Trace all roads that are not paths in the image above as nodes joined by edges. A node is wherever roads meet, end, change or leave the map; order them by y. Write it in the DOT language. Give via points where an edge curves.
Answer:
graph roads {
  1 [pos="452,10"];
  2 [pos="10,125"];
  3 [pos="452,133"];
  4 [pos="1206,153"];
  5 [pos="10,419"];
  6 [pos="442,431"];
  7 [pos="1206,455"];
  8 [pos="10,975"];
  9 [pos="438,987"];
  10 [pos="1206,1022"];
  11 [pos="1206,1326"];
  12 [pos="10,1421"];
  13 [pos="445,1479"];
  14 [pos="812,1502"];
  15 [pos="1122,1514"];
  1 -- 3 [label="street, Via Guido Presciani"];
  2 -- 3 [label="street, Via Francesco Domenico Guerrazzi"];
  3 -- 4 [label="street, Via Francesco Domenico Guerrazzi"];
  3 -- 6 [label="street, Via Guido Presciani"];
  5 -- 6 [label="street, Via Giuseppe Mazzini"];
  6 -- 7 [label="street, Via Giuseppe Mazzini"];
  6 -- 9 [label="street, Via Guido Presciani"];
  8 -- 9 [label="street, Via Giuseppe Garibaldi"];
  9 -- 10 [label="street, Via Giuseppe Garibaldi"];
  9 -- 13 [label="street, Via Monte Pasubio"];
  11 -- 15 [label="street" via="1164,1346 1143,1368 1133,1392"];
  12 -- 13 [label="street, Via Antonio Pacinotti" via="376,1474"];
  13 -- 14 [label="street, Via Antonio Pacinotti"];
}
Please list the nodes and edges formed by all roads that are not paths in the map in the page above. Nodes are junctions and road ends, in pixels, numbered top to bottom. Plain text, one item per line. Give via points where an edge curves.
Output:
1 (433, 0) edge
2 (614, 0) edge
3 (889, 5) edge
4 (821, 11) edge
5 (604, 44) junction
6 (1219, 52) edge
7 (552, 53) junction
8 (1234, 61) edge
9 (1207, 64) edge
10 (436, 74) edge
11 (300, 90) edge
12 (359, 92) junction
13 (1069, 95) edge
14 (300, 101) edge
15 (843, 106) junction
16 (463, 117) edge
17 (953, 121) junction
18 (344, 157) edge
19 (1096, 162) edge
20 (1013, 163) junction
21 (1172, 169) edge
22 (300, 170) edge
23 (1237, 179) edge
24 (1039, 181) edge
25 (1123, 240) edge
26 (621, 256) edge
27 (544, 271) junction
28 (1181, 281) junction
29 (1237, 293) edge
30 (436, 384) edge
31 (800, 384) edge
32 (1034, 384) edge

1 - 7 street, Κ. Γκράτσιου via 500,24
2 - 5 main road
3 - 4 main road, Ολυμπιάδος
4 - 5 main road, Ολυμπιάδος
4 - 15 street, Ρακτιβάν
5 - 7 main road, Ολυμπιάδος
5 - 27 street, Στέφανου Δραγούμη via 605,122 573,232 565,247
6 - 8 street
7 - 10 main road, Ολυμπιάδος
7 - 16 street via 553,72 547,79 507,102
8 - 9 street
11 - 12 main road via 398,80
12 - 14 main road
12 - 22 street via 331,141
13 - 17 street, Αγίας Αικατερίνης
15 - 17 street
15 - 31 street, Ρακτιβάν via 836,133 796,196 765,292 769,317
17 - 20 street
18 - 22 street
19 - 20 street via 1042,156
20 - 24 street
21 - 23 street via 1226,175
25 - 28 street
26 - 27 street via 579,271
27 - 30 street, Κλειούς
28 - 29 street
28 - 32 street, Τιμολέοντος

====================

TASK TO COMPLETE:
Please copy out every line of the preceding listing that carries "above".

WRITTEN REPLY:
Trace all roads that are not paths in the image above as nodes joined by edges. A node is wherever roads meet, end, change or leave the map; order them by y. Write it in the DOT language. Give via points where an edge curves.
Please list the nodes and edges formed by all roads that are not paths in the map in the page above. Nodes are junctions and road ends, in pixels, numbered top to bottom. Plain text, one item per line. Give via points where an edge curves.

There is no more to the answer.